## Problem to solve
Pull every line holding the word "Avenue" out of the data and copy it.

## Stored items
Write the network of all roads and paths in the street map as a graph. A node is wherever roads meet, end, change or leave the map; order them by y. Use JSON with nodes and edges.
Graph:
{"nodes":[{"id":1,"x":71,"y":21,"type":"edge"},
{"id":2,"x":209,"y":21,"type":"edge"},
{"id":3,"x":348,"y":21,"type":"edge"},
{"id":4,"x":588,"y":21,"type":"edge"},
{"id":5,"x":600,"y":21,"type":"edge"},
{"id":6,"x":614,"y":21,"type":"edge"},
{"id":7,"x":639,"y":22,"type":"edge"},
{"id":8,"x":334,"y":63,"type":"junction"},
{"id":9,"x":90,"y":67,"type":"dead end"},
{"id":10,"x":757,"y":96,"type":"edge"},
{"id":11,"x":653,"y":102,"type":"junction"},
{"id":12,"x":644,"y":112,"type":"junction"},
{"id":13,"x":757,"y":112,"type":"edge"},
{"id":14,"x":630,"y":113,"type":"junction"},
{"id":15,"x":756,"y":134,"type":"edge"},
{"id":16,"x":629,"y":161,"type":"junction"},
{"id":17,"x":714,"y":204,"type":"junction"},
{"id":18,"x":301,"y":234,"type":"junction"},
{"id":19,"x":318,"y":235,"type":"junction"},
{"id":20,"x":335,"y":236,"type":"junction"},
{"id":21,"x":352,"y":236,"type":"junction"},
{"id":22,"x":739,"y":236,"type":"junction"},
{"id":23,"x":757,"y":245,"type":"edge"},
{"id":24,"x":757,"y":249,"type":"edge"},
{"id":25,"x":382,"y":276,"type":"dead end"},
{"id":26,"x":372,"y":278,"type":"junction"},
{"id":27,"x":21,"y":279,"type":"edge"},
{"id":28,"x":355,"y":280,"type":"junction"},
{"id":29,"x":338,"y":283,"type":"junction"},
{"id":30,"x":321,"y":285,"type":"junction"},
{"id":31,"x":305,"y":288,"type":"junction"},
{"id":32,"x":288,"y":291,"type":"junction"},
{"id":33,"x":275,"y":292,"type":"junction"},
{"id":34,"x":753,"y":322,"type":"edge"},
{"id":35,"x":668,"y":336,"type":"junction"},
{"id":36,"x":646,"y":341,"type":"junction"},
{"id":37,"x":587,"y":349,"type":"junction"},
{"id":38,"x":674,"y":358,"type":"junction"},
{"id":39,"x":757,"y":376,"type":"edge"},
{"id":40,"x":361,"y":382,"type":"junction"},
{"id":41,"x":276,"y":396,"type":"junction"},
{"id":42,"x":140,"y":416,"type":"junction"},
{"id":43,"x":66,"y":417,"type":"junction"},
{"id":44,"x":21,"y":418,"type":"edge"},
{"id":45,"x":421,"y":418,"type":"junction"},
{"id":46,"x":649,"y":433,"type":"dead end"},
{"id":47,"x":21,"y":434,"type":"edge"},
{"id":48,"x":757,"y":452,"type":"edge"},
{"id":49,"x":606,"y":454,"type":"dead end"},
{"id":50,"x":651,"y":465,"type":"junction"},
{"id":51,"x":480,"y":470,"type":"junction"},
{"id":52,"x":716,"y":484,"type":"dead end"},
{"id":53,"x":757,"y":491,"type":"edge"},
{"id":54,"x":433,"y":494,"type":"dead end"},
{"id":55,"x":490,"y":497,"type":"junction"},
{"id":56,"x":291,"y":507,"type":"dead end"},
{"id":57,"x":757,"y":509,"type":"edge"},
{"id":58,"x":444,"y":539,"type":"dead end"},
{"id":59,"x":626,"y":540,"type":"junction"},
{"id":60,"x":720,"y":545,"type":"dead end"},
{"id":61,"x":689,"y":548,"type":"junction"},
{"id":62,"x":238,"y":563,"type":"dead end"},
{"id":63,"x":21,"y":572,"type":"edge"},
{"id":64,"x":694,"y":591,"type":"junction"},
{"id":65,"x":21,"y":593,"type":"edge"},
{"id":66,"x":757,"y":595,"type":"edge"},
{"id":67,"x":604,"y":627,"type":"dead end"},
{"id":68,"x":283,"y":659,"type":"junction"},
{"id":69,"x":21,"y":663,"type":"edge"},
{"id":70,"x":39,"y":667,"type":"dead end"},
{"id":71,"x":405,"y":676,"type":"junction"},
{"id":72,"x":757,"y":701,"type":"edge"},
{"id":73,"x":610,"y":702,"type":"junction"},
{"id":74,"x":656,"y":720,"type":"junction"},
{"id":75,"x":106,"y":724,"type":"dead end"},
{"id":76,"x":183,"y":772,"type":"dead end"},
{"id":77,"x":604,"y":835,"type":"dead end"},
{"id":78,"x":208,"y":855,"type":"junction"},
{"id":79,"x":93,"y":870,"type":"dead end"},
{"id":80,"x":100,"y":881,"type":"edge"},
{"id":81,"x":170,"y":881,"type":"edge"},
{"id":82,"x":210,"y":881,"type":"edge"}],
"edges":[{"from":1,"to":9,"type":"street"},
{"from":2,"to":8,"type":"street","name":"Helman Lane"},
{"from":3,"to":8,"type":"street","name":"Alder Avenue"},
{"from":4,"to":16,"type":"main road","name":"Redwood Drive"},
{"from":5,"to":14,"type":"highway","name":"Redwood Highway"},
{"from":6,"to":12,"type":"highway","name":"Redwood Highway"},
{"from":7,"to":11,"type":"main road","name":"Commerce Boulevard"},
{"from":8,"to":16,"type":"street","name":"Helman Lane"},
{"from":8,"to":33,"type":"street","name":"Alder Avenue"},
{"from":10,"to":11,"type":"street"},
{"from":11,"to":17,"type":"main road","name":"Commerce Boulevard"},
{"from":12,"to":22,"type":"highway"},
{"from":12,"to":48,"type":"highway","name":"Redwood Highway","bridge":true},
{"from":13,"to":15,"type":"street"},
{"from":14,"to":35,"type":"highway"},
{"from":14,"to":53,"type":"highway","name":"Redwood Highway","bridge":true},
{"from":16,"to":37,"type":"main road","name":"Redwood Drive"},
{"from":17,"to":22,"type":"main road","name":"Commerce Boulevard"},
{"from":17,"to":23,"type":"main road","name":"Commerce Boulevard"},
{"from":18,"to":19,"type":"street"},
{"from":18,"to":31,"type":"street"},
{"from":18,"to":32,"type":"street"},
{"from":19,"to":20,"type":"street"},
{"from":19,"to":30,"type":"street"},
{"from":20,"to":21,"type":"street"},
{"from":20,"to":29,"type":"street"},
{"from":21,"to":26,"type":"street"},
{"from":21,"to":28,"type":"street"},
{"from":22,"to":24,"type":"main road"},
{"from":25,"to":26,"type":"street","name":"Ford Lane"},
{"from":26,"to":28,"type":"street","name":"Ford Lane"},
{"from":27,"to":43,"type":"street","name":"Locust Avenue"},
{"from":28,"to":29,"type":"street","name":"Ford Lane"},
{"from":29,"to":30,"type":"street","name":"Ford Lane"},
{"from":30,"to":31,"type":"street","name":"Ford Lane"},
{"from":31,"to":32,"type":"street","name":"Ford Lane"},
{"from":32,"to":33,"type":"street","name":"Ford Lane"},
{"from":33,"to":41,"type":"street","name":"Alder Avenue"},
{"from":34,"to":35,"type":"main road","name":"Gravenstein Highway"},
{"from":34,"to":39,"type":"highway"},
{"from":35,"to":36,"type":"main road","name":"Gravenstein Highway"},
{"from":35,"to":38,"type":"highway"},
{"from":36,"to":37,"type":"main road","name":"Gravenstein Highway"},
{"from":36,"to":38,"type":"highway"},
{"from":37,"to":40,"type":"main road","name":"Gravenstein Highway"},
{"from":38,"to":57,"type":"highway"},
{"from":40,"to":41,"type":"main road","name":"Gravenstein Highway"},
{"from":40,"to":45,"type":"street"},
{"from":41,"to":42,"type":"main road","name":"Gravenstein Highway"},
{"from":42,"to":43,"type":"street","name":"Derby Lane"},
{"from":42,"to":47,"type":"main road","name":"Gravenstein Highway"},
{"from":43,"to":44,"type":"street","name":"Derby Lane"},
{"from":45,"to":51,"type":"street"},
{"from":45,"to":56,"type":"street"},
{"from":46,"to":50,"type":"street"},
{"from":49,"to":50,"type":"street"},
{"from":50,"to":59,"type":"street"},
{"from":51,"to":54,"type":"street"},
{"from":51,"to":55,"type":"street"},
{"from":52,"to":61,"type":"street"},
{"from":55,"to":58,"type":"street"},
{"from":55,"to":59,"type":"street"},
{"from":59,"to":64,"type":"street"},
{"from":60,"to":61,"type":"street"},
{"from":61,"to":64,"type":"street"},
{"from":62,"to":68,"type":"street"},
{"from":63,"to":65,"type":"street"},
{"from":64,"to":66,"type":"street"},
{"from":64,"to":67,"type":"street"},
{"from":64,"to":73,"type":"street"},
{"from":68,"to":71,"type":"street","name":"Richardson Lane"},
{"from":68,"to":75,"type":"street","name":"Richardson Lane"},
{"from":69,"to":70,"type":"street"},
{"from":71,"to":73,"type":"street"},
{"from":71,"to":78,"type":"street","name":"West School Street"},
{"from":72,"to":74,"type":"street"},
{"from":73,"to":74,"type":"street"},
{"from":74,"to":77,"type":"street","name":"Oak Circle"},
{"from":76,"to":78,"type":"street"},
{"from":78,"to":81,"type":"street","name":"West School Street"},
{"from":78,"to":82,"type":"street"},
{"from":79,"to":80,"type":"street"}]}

## Task response
{"from":3,"to":8,"type":"street","name":"Alder Avenue"},
{"from":8,"to":33,"type":"street","name":"Alder Avenue"},
{"from":27,"to":43,"type":"street","name":"Locust Avenue"},
{"from":33,"to":41,"type":"street","name":"Alder Avenue"},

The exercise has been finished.